According to the California Register of Historical Resources, gold was discovered here in 1853 by the Scott brothers, descendants of Cherokee Indians. Scars of placer 'diggins' in every little arroyo in Cherokee Valley, healed over by Mother Nature, were later replaced by a quartz mine. Present-day productive farms in this area were once rich placer grounds.
Cherokee is named for the town’s two founders, members of the Cherokee tribe. Their discovery of gold in 1853 created the first placer camp in what is known as the East Best of the Mother Lode. Cherokee was one of several mining camps within a few miles of each others because Tuolumne County was so rich with gold ore. Other mines were called Independence, The Little Jessie, Mary Ellen, Plowboy and Excelsior.
By 1856 Cherokee had grown to include seven saloons, three general stores and 700 people. The Scanvino brothers, Domingo and Ciovanni, arrived from Italy via sailing the Isthmus of Panama. Quartz mining followed the gold mining operations. Ciovanni transformed the rich land they owned into a productive farm that remained in the family for many years.
Looking at the landscape today, little remains of the original establishments as new growth covered the remnants of fallen buildings.

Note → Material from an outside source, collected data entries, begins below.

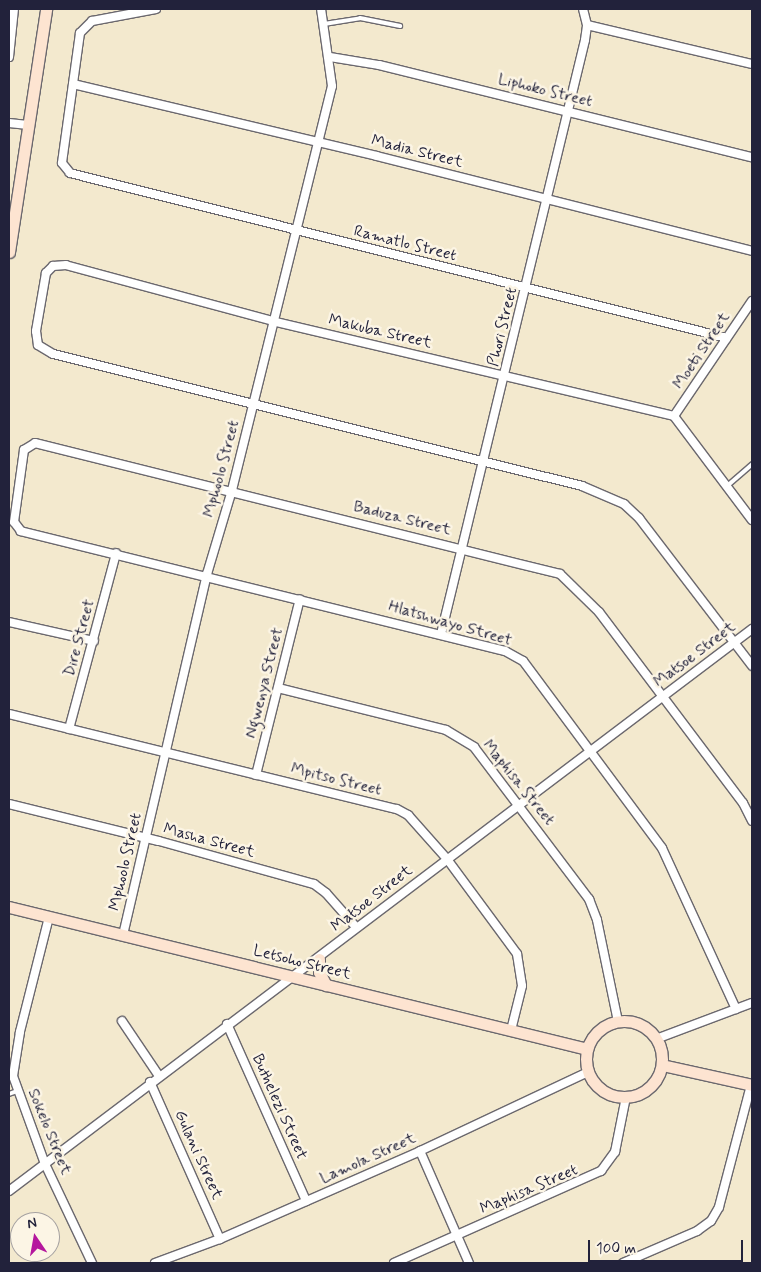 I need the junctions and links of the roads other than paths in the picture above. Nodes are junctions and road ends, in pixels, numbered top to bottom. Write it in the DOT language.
graph roads {
  1 [pos="14,9"];
  2 [pos="46,9"];
  3 [pos="156,9"];
  4 [pos="320,9"];
  5 [pos="583,9"];
  6 [pos="324,24"];
  7 [pos="587,25"];
  8 [pos="400,26"];
  9 [pos="9,57"];
  10 [pos="330,58"];
  11 [pos="752,64"];
  12 [pos="73,84"];
  13 [pos="567,111"];
  14 [pos="9,123"];
  15 [pos="28,126"];
  16 [pos="320,142"];
  17 [pos="752,157"];
  18 [pos="546,198"];
  19 [pos="295,232"];
  20 [pos="752,251"];
  21 [pos="9,252"];
  22 [pos="527,288"];
  23 [pos="752,301"];
  24 [pos="273,321"];
  25 [pos="727,338"];
  26 [pos="505,376"];
  27 [pos="253,403"];
  28 [pos="674,416"];
  29 [pos="484,460"];
  30 [pos="752,464"];
  31 [pos="726,486"];
  32 [pos="232,490"];
  33 [pos="752,520"];
  34 [pos="29,534"];
  35 [pos="462,548"];
  36 [pos="116,553"];
  37 [pos="207,574"];
  38 [pos="300,598"];
  39 [pos="9,622"];
  40 [pos="752,629"];
  41 [pos="441,634"];
  42 [pos="94,640"];
  43 [pos="735,642"];
  44 [pos="752,666"];
  45 [pos="278,688"];
  46 [pos="664,696"];
  47 [pos="9,714"];
  48 [pos="70,729"];
  49 [pos="592,752"];
  50 [pos="164,753"];
  51 [pos="256,775"];
  52 [pos="9,804"];
  53 [pos="519,804"];
  54 [pos="752,821"];
  55 [pos="146,838"];
  56 [pos="447,859"];
  57 [pos="9,907"];
  58 [pos="49,918"];
  59 [pos="356,927"];
  60 [pos="123,935"];
  61 [pos="319,959"];
  62 [pos="290,977"];
  63 [pos="326,986"];
  64 [pos="752,1003"];
  65 [pos="736,1009"];
  66 [pos="122,1021"];
  67 [pos="618,1021"];
  68 [pos="227,1024"];
  69 [pos="511,1030"];
  70 [pos="656,1039"];
  71 [pos="587,1049"];
  72 [pos="662,1065"];
  73 [pos="588,1072"];
  74 [pos="159,1076"];
  75 [pos="150,1082"];
  76 [pos="752,1085"];
  77 [pos="13,1093"];
  78 [pos="626,1097"];
  79 [pos="420,1151"];
  80 [pos="46,1164"];
  81 [pos="9,1191"];
  82 [pos="306,1201"];
  83 [pos="457,1236"];
  84 [pos="220,1238"];
  85 [pos="92,1263"];
  86 [pos="155,1263"];
  87 [pos="394,1263"];
  88 [pos="469,1263"];
  89 [pos="623,1263"];
  1 -- 9 [label="street"];
  2 -- 15 [label="street"];
  3 -- 12 [label="street"];
  4 -- 6 [label="street, Mphoolo Street"];
  5 -- 7 [label="street"];
  6 -- 8 [label="lane"];
  6 -- 10 [label="street, Mphoolo Street"];
  7 -- 11 [label="street"];
  7 -- 13 [label="street, Phori Street"];
  10 -- 13 [label="street, Liphoko Street"];
  10 -- 16 [label="street, Mphoolo Street"];
  12 -- 16 [label="street, Madia Street"];
  12 -- 19 [label="street, Ramatlo Street"];
  13 -- 17 [label="street, Liphoko Street"];
  13 -- 18 [label="street, Phori Street"];
  14 -- 15 [label="street"];
  15 -- 21 [label="street"];
  16 -- 18 [label="street, Madia Street"];
  16 -- 19 [label="street, Mphoolo Street"];
  18 -- 20 [label="street, Madia Street"];
  18 -- 22 [label="street, Phori Street"];
  19 -- 22 [label="street, Ramatlo Street"];
  19 -- 24 [label="street, Mphoolo Street"];
  22 -- 25 [label="street, Ramatlo Street"];
  22 -- 26 [label="street, Phori Street"];
  23 -- 25 [label="street, Moeti Street"];
  24 -- 26 [label="street, Makuba Street"];
  24 -- 27 [label="street, Mphoolo Street"];
  24 -- 27 [label="street, Makuba Street"];
  25 -- 28 [label="street, Moeti Street"];
  26 -- 28 [label="street, Makuba Street"];
  26 -- 29 [label="street, Phori Street"];
  27 -- 29 [label="street"];
  27 -- 32 [label="street, Mphoolo Street"];
  28 -- 31 [label="street"];
  29 -- 35 [label="street, Phori Street"];
  29 -- 43 [label="street"];
  30 -- 31 [label="lane"];
  31 -- 33 [label="street"];
  32 -- 34 [label="street, Baduza Street"];
  32 -- 35 [label="street, Baduza Street"];
  32 -- 37 [label="street, Mphoolo Street"];
  34 -- 36 [label="street, Hlatshwayo Street"];
  35 -- 41 [label="street, Phori Street"];
  35 -- 46 [label="street, Baduza Street"];
  36 -- 37 [label="street, Hlatshwayo Street"];
  36 -- 42 [label="street, Dire Street"];
  37 -- 38 [label="street, Hlatshwayo Street"];
  37 -- 50 [label="street, Mphoolo Street"];
  38 -- 41 [label="street, Hlatshwayo Street"];
  38 -- 45 [label="street, Ngwenya Street"];
  39 -- 42 [label="street"];
  40 -- 43 [label="street, Matsoe Street"];
  41 -- 49 [label="street, Hlatshwayo Street"];
  42 -- 48 [label="street, Dire Street"];
  43 -- 44 [label="street"];
  43 -- 46 [label="street, Matsoe Street"];
  45 -- 51 [label="street, Ngwenya Street"];
  45 -- 53 [label="street, Maphisa Street"];
  46 -- 49 [label="street, Matsoe Street"];
  46 -- 54 [label="street, Baduza Street"];
  47 -- 48 [label="street, Mpitso Street"];
  48 -- 50 [label="street, Mpitso Street"];
  49 -- 53 [label="street, Matsoe Street"];
  49 -- 65 [label="street, Hlatshwayo Street"];
  50 -- 51 [label="street, Mpitso Street"];
  50 -- 55 [label="street, Mphoolo Street"];
  51 -- 56 [label="street, Mpitso Street"];
  52 -- 55 [label="street, Masha Street"];
  53 -- 56 [label="street, Matsoe Street"];
  53 -- 67 [label="street, Maphisa Street"];
  55 -- 59 [label="street, Masha Street"];
  55 -- 60 [label="street, Mphoolo Street"];
  56 -- 59 [label="street, Matsoe Street"];
  56 -- 69 [label="street, Mpitso Street"];
  57 -- 58 [label="street, Letsoho Street"];
  58 -- 60 [label="street, Letsoho Street"];
  58 -- 77 [label="street, Sokelo Street"];
  59 -- 61 [label="street, Matsoe Street"];
  60 -- 62 [label="street, Letsoho Street"];
  61 -- 62 [label="street, Matsoe Street"];
  61 -- 63 [label="street"];
  62 -- 63 [label="street, Letsoho Street"];
  62 -- 68 [label="street, Matsoe Street"];
  63 -- 69 [label="street, Letsoho Street"];
  64 -- 65 [label="street"];
  65 -- 70 [label="street"];
  66 -- 74 [label="street"];
  67 -- 70 [label="street"];
  67 -- 71 [label="street"];
  68 -- 74 [label="street, Matsoe Street"];
  68 -- 82 [label="street, Buthelezi Street"];
  69 -- 71 [label="street, Letsoho Street"];
  70 -- 72 [label="street"];
  71 -- 73 [label="street"];
  72 -- 76 [label="street"];
  72 -- 78 [label="street"];
  73 -- 78 [label="street"];
  73 -- 79 [label="street, Lamola Street"];
  74 -- 75 [label="street, Matsoe Street"];
  75 -- 80 [label="street, Matsoe Street"];
  75 -- 84 [label="street, Gulani Street"];
  76 -- 89 [label="street"];
  77 -- 80 [label="street, Sokelo Street"];
  78 -- 83 [label="street, Maphisa Street"];
  79 -- 82 [label="street, Lamola Street"];
  79 -- 83 [label="street"];
  80 -- 81 [label="street, Matsoe Street"];
  80 -- 85 [label="street, Sokelo Street"];
  82 -- 84 [label="street, Lamola Street"];
  83 -- 87 [label="street, Maphisa Street"];
  83 -- 88 [label="street"];
  84 -- 86 [label="street, Lamola Street"];
}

Farming has overtaken the mines of Cherokee, a common evolutionary trend for many mining camps and small towns throughout the Mother Lode.
The California Historical Landmark is located on Confidence-Tuolumne City Road (P.M. 8.5) two miles north Tuolumne City. Cherokee is part of the Mark Twain Bret Harte Trail.
A treasure of natural wonders and lively gold rush history, Tuolumne County offers visitors vivid scenery. A portion of Yosemite National Park lies within the county, along with giant redwood groves and impressive geological features. Both Bret Harte and Mark Twain wrote stories set in this area during the Gold Rush.